Wednesday, May 12, 2021

College Days: Green Lantern

Verdict: Hal Jordan went to school but didn't finish his degree.

This one took some thought. Hal is the first character in our "College Day" series not to have existed in the Golden Age, so that's an entire era of 'evidence' missing. Now, I could double-down by re-reading all of Hal Jordan's Silver Age stories for any trace mentions of his alum mater, BUT...

that would have involved me reading all Hal Jordan Silver Age stories, and, frankly, I'm not that dedicated and would rather be hit in the head repeatedly by a yellow lamp.

I simply know of NO mention during that period of Hal having gone to college; please inform me otherwise if you have such evidence.  One of the problems with this is his job: he's a test pilot.

Now, in the Silver Age, it's believable that a private industry test pilot wouldn't necessarily have a Bachelor's.  You don't need a college degree to fly a plane, even to fly it really well.

It's disturbing who they'll let fly a plane.
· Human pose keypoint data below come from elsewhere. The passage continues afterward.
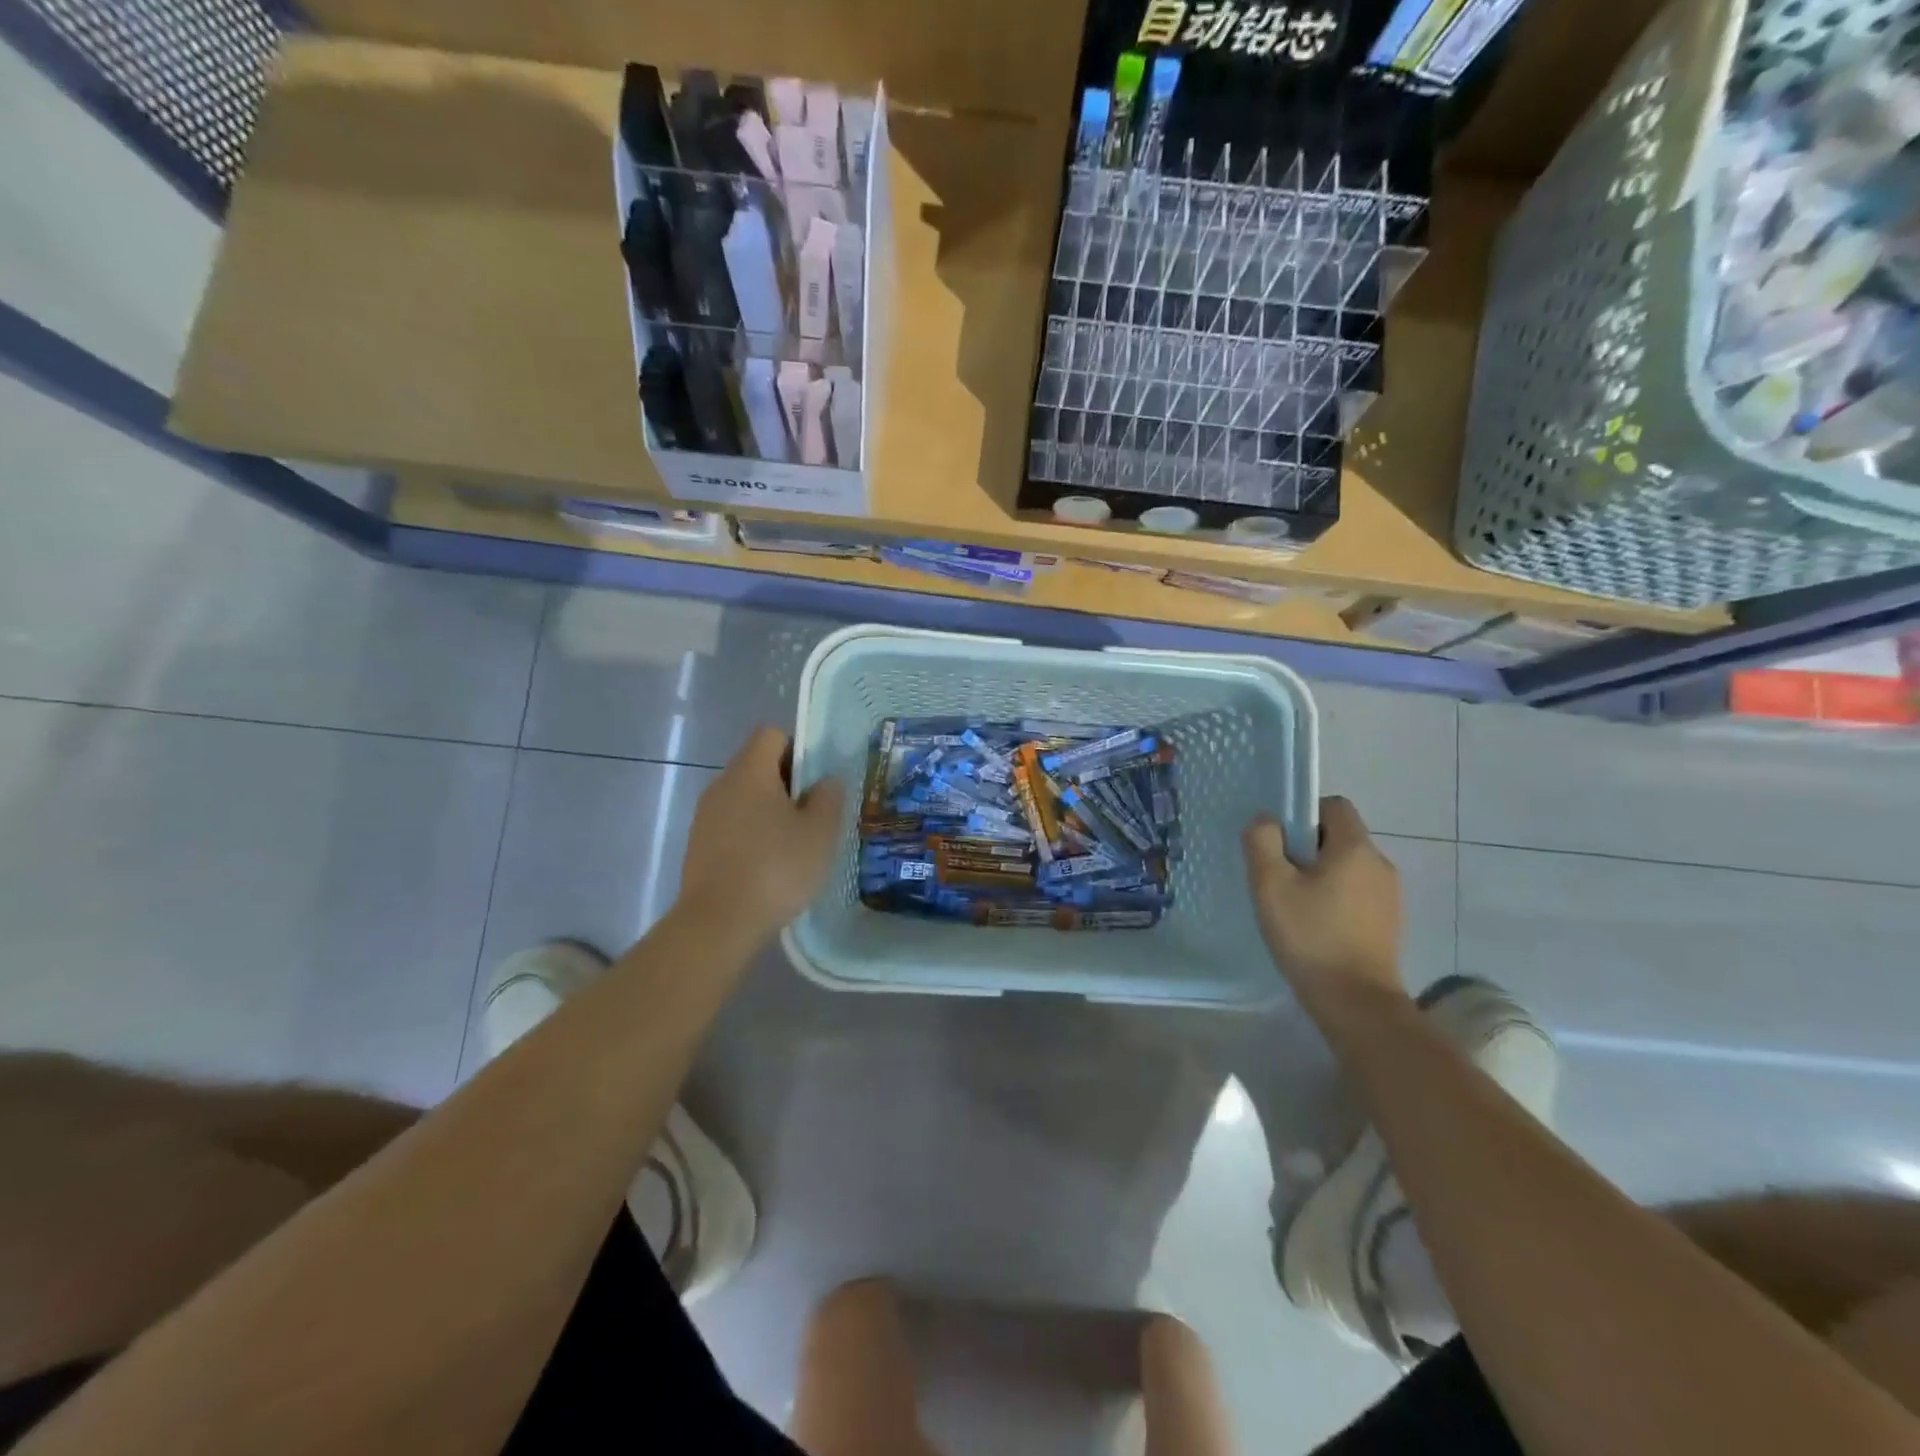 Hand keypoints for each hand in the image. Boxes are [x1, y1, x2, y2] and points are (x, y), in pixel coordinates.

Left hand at [679, 726, 845, 937]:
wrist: (718, 923)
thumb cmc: (776, 868)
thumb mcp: (819, 832)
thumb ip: (828, 797)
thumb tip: (826, 780)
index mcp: (750, 772)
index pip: (772, 734)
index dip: (798, 747)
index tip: (817, 778)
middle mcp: (722, 785)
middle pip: (757, 764)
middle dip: (787, 781)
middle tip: (814, 812)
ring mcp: (705, 816)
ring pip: (744, 796)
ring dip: (769, 809)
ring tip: (794, 841)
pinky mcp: (699, 845)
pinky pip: (732, 823)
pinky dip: (752, 832)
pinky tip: (769, 863)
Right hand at [1242, 796, 1403, 1008]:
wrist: (1356, 1002)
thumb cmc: (1310, 936)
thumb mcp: (1271, 885)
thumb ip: (1262, 842)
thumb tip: (1266, 821)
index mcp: (1356, 847)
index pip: (1333, 806)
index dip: (1303, 813)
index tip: (1279, 841)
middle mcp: (1380, 864)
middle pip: (1339, 836)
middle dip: (1307, 847)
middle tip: (1278, 875)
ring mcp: (1390, 895)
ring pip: (1347, 866)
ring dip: (1320, 875)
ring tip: (1293, 904)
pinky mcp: (1389, 922)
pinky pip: (1357, 892)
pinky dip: (1335, 898)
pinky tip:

You still don't. I mean, it's LIKELY that a private test pilot would have a Bachelor's, because nowadays plenty of people do, so surely that would be the industry's preference.  In fact, unlike in the Silver Age, you can now get a Masters in, well, being a Test Pilot.

To get a job with a college degree as a private test pilot with an airplane manufacturer, they'd have to, say, feel guilty for causing your dad's death, or you'd have to be sleeping with the owner's daughter or something.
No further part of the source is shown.